● Exercise objective: In the entries below, how many lines contain the string "Vincent"? Respond with the number only.

Stored records
****************

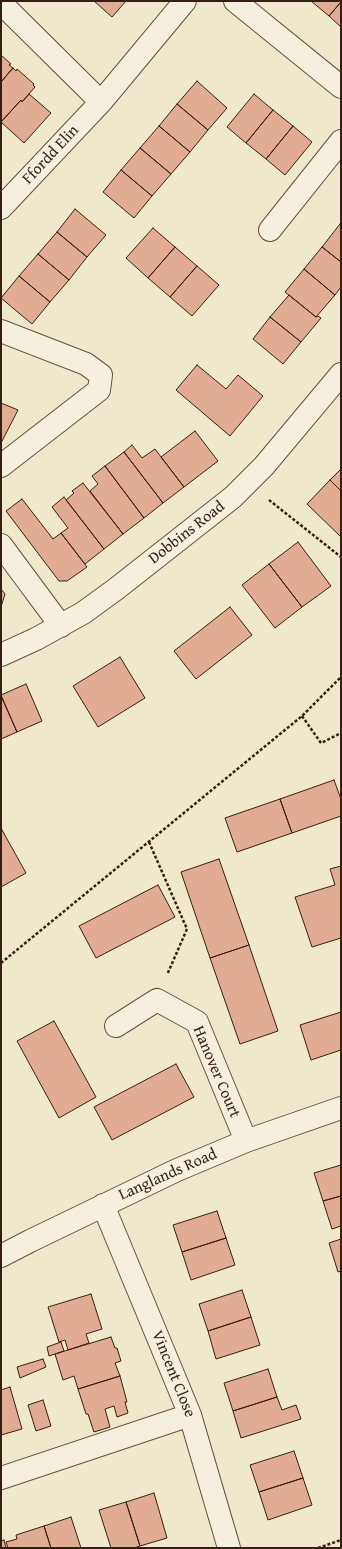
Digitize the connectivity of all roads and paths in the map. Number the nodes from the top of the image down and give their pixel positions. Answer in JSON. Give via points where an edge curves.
{"nodes":[{"id":1,"x":185,"y":1,"type":"edge"},
{"id":2,"x":235,"y":1,"type":"edge"},
{"id":3,"x":6,"y":8,"type":"dead end"},
{"id":4,"x":341,"y":87,"type":"edge"},
{"id":5,"x":101,"y":102,"type":"junction"},
{"id":6,"x":341,"y":141,"type":"edge"},
{"id":7,"x":1,"y":208,"type":"edge"},
{"id":8,"x":270,"y":230,"type":"dead end"},
{"id":9,"x":1,"y":331,"type":"edge"},
{"id":10,"x":341,"y":374,"type":"edge"},
{"id":11,"x":1,"y":466,"type":"edge"},
{"id":12,"x":248,"y":484,"type":"junction"},
{"id":13,"x":1,"y":545,"type":"edge"},
{"id":14,"x":341,"y":557,"type":"edge"},
{"id":15,"x":61,"y":626,"type":"junction"},
{"id":16,"x":1,"y":655,"type":"edge"},
{"id":17,"x":341,"y":677,"type":"edge"},
{"id":18,"x":302,"y":716,"type":"junction"},
{"id":19,"x":341,"y":733,"type":"edge"},
{"id":20,"x":149,"y":842,"type":"junction"},
{"id":21,"x":1,"y":963,"type":"edge"},
{"id":22,"x":157,"y":1000,"type":"junction"},
{"id":23,"x":116,"y":1026,"type":"dead end"},
{"id":24,"x":341,"y":1108,"type":"edge"},
{"id":25,"x":246,"y":1141,"type":"junction"},
{"id":26,"x":103,"y":1205,"type":"junction"},
{"id":27,"x":1,"y":1256,"type":"edge"},
{"id":28,"x":190,"y":1415,"type":"junction"},
{"id":29,"x":1,"y":1478,"type":"edge"},
{"id":30,"x":341,"y":1540,"type":"edge"},
{"id":31,"x":229,"y":1548,"type":"edge"},
{"id":32,"x":318,"y":1548,"type":"edge"}],
"edges":[{"from":1,"to":5,"type":"street","name":"Ffordd Elin"},
{"from":2,"to":4,"type":"street"},
{"from":3,"to":5,"type":"street"},
{"from":5,"to":7,"type":"street","name":"Ffordd Elin"},
{"from":6,"to":8,"type":"street"},
{"from":9,"to":11,"type":"street","via":[[86,364],[101,375],[99,390]]},
{"from":10,"to":12,"type":"street","name":"Dobbins Road"},
{"from":12,"to":14,"type":"path"},
{"from":12,"to":15,"type":"street","name":"Dobbins Road","via":[[116,589]]},
{"from":13,"to":15,"type":"street"},
{"from":15,"to":16,"type":"street","name":"Dobbins Road"},
{"from":17,"to":18,"type":"path"},
{"from":18,"to":19,"type":"path","via":[[321,743]]},
{"from":18,"to":20,"type":"path"},
{"from":20,"to":21,"type":"path"},
{"from":20,"to":22,"type":"path","via":[[187,929]]},
{"from":22,"to":23,"type":"street"},
{"from":22,"to":25,"type":"street","name":"Hanover Court","via":[[197,1022]]},
{"from":24,"to":25,"type":"street","name":"Langlands Road"},
{"from":25,"to":26,"type":"street","name":"Langlands Road"},
{"from":26,"to":27,"type":"street","name":"Langlands Road"},
{"from":26,"to":28,"type":"street","name":"Vincent Close"},
{"from":28,"to":29,"type":"street"},
{"from":28,"to":31,"type":"street","name":"Vincent Close"},
{"from":30,"to":32,"type":"path"}]}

****************

● Written answer: 2